Sunday, August 30, 2009

*Sigh*

I'm going to be grumpy, so bear with me for a few.

My hubby's car died, and we were thinking about getting a new one, but we just don't think it's a wise financial decision. I *was* collecting unemployment for about 2 weeks until the unemployment office decided to stop paying me. I called them up and asked what gives...they said they didn't know if my claim was valid and I'd have to wait 6 to 8 weeks for them to call me to take a statement. Why I couldn't just give one to the lady I was on the phone with, I don't know. And she was exceptionally rude. "There are thousands of people who are unemployed right now, so you'll just have to wait." I mean really, how does she know that without my unemployment check that I can still feed my family and pay my mortgage? For all she knew it might mean that the babies don't get formula or diapers! Nope, no heart. (Thank G-d everyone will still eat, but it will not be a happy place until I get money coming in.)
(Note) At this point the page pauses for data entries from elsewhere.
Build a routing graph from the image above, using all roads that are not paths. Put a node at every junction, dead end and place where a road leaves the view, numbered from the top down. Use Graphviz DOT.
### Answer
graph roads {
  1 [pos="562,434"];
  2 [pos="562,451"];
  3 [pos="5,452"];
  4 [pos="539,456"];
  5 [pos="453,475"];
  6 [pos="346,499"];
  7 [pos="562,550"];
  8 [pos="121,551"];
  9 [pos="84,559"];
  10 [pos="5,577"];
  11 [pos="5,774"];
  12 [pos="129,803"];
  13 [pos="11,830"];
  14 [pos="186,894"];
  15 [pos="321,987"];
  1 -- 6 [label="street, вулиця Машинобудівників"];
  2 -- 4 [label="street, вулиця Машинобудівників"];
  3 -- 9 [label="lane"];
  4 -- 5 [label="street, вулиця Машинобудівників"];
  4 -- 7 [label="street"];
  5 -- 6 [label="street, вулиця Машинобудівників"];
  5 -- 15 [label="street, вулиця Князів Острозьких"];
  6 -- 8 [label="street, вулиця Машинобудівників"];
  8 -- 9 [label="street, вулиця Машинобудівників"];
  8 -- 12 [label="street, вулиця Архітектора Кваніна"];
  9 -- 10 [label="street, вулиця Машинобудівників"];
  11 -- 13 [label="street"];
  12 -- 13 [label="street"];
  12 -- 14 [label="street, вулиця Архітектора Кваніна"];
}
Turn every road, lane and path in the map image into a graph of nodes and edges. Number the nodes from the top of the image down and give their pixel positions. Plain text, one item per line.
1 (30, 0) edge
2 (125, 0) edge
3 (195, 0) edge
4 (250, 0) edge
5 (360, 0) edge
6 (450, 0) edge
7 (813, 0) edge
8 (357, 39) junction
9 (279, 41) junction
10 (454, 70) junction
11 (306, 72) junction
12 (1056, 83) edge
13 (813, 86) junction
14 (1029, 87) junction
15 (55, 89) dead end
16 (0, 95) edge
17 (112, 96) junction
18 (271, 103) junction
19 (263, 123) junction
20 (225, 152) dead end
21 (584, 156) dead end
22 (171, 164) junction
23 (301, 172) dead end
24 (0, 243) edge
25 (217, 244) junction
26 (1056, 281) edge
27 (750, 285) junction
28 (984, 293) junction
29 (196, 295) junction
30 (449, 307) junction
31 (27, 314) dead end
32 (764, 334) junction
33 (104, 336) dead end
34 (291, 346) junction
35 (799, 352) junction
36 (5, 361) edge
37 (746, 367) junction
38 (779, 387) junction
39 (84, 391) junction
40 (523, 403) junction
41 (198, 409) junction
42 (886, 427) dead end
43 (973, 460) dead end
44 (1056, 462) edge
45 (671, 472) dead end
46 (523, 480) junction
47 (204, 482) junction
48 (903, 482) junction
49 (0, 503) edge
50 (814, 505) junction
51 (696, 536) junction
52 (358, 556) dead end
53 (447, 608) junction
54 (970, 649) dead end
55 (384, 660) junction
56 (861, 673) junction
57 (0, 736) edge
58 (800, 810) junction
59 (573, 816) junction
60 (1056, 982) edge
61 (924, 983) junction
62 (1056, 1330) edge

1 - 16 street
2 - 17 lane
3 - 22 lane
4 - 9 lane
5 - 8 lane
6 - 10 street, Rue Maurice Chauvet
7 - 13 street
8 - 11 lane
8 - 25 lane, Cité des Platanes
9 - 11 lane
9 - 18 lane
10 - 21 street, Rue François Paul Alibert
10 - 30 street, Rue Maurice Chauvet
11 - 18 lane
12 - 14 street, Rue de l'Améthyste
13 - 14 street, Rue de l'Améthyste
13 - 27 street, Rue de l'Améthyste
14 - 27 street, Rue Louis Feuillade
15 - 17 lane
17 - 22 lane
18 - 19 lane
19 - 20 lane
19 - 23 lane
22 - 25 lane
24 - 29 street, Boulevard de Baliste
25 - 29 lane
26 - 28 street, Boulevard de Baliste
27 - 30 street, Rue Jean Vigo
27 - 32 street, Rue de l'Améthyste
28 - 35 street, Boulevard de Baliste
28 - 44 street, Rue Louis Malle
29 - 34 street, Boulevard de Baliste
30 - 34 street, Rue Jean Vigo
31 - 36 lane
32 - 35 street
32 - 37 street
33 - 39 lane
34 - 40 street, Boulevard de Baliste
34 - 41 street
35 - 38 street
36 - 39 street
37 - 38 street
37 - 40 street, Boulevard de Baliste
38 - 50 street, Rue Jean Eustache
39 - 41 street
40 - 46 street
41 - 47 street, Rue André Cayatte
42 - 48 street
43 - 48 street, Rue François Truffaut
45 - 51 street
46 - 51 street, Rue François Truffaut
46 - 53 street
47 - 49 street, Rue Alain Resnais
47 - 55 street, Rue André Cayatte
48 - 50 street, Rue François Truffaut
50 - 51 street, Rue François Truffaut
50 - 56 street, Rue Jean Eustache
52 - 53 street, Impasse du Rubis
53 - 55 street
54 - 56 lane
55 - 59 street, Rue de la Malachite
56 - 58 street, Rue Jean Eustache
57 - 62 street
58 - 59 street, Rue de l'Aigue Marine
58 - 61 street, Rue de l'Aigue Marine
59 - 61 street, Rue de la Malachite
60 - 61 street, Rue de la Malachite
With no second car, it means my husband has to take public transportation to and from work. Sometimes he's working until 10pm, so I will actually have to go and pick him up on those days. I just can't have him walking to the subway that late in the city. And it takes him longer to get to work in the morning, so he has to leave earlier...sometimes that means he has to get up hours earlier so he can feed the twins, pray and get to work on time. And a lot of the time he's already late for something because the babies don't have the best eating schedule. I'm going to check with him in the morning and see if maybe using a ZipCar might work better than the subway sometimes.

My weight loss is driving me crazy. I do great during the week and then on Thursday, Friday and Saturday I gain back all I've lost in the past week. So then I have to pray like mad that I lose it all again on Sunday and Monday. Seriously I want to scream! I just wish I didn't get so ravenously hungry on the weekends. :-(

5 comments:

  1. You need the energy right now, your body is just letting you know that and doing what it needs to do to get that energy. Don't be so hard on yourself.

    Sorry about your situation, or really, your hubby's. That sucks.

    (p.s.... I don't know the bingo clue. I suck.)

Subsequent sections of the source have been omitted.